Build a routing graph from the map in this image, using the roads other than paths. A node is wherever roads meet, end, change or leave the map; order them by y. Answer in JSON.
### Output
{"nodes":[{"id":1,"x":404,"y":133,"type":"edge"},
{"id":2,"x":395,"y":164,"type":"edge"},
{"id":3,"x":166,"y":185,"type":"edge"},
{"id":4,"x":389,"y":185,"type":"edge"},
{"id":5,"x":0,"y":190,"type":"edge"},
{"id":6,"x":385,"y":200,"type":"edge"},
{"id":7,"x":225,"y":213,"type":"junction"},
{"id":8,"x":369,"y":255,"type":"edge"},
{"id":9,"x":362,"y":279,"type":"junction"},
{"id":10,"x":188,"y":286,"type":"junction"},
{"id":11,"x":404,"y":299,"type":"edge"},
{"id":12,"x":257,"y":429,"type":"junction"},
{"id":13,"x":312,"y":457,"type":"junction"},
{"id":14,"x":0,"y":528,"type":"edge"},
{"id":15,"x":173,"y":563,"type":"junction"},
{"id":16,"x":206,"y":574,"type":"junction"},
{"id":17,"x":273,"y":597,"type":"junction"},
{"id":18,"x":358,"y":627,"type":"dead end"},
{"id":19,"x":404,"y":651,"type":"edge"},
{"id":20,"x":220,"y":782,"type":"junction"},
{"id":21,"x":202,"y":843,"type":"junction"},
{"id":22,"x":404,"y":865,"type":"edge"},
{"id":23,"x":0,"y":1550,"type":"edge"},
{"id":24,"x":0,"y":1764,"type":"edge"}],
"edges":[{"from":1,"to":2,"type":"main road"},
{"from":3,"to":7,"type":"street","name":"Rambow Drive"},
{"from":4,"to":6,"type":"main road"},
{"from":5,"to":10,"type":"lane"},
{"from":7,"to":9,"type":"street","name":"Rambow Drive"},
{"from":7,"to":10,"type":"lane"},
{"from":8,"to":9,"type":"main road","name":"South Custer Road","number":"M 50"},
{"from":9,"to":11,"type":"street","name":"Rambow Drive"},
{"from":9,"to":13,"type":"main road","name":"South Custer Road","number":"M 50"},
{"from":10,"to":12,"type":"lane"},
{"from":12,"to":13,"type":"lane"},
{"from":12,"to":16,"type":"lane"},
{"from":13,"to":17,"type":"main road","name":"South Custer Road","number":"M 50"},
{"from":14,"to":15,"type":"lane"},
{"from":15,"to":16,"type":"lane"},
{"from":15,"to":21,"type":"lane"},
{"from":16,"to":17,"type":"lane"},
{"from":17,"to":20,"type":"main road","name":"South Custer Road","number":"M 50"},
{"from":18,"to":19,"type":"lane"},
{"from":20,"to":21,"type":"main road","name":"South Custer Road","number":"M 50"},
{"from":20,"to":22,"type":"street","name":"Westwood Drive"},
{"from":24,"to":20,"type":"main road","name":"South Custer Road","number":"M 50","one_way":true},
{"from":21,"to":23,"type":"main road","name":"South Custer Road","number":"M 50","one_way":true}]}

▸ What is required: Set down the records again without altering a word.

▸ Answer space:
Build a routing graph from the map in this image, using the roads other than paths. A node is wherever roads meet, end, change or leave the map; order them by y. Answer in JSON.
### Output
{"nodes":[{"id":1,"x":404,"y":133,"type":"edge"},
{"id":2,"x":395,"y":164,"type":"edge"},
{"id":3,"x":166,"y":185,"type":"edge"},
{"id":4,"x":389,"y":185,"type":"edge"},
{"id":5,"x":0,"y":190,"type":"edge"},
{"id":6,"x":385,"y":200,"type":"edge"},
{"id":7,"x":225,"y":213,"type":"junction"},
{"id":8,"x":369,"y":255,"type":"edge"},
{"id":9,"x":362,"y":279,"type":"junction"},
{"id":10,"x":188,"y":286,"type":"junction"},
{"id":11,"x":404,"y":299,"type":"edge"},
{"id":12,"x":257,"y":429,"type":"junction"},
{"id":13,"x":312,"y":457,"type":"junction"},
{"id":14,"x":0,"y":528,"type":"edge"},
{"id":15,"x":173,"y":563,"type":"junction"},
{"id":16,"x":206,"y":574,"type":"junction"},
{"id":17,"x":273,"y":597,"type":"junction"},
{"id":18,"x":358,"y":627,"type":"dead end"},
{"id":19,"x":404,"y":651,"type":"edge"},
{"id":20,"x":220,"y":782,"type":"junction"},
{"id":21,"x":202,"y":843,"type":"junction"},
{"id":22,"x":404,"y":865,"type":"edge"},
{"id":23,"x":0,"y":1550,"type":"edge"},
{"id":24,"x":0,"y":1764,"type":"edge"}],
"edges":[{"from":1,"to":2,"type":"main road"},
{"from":3,"to":7,"type":"street","name":"Rambow Drive"},
{"from":4,"to":6,"type":"main road"},
{"from":5,"to":10,"type":"lane"},
{"from":7,"to":9,"type":"street","name":"Rambow Drive"},
{"from":7,"to":10,"type":"lane"},
{"from":8,"to":9,"type":"main road","name":"South Custer Road","number":"M 50"},
{"from":9,"to":11,"type":"street","name":"Rambow Drive"},
{"from":9,"to":13,"type":"main road","name":"South Custer Road","number":"M 50"},
{"from":10,"to":12,"type":"lane"},
{"from":12,"to":13,"type":"lane"},
{"from":12,"to":16,"type":"lane"},
{"from":13,"to":17,"type":"main road","name":"South Custer Road","number":"M 50"},
{"from":14,"to":15,"type":"lane"},
{"from":15,"to":16,"type":"lane"},
{"from":15,"to":21,"type":"lane"},
{"from":16,"to":17,"type":"lane"},
{"from":17,"to":20,"type":"main road","name":"South Custer Road","number":"M 50"},
{"from":18,"to":19,"type":"lane"},
{"from":20,"to":21,"type":"main road","name":"South Custer Road","number":"M 50"},
{"from":20,"to":22,"type":"street","name":"Westwood Drive"},
{"from":24,"to":20,"type":"main road","name":"South Custer Road","number":"M 50","one_way":true},
{"from":21,"to":23,"type":"main road","name":"South Custer Road","number":"M 50","one_way":true}]}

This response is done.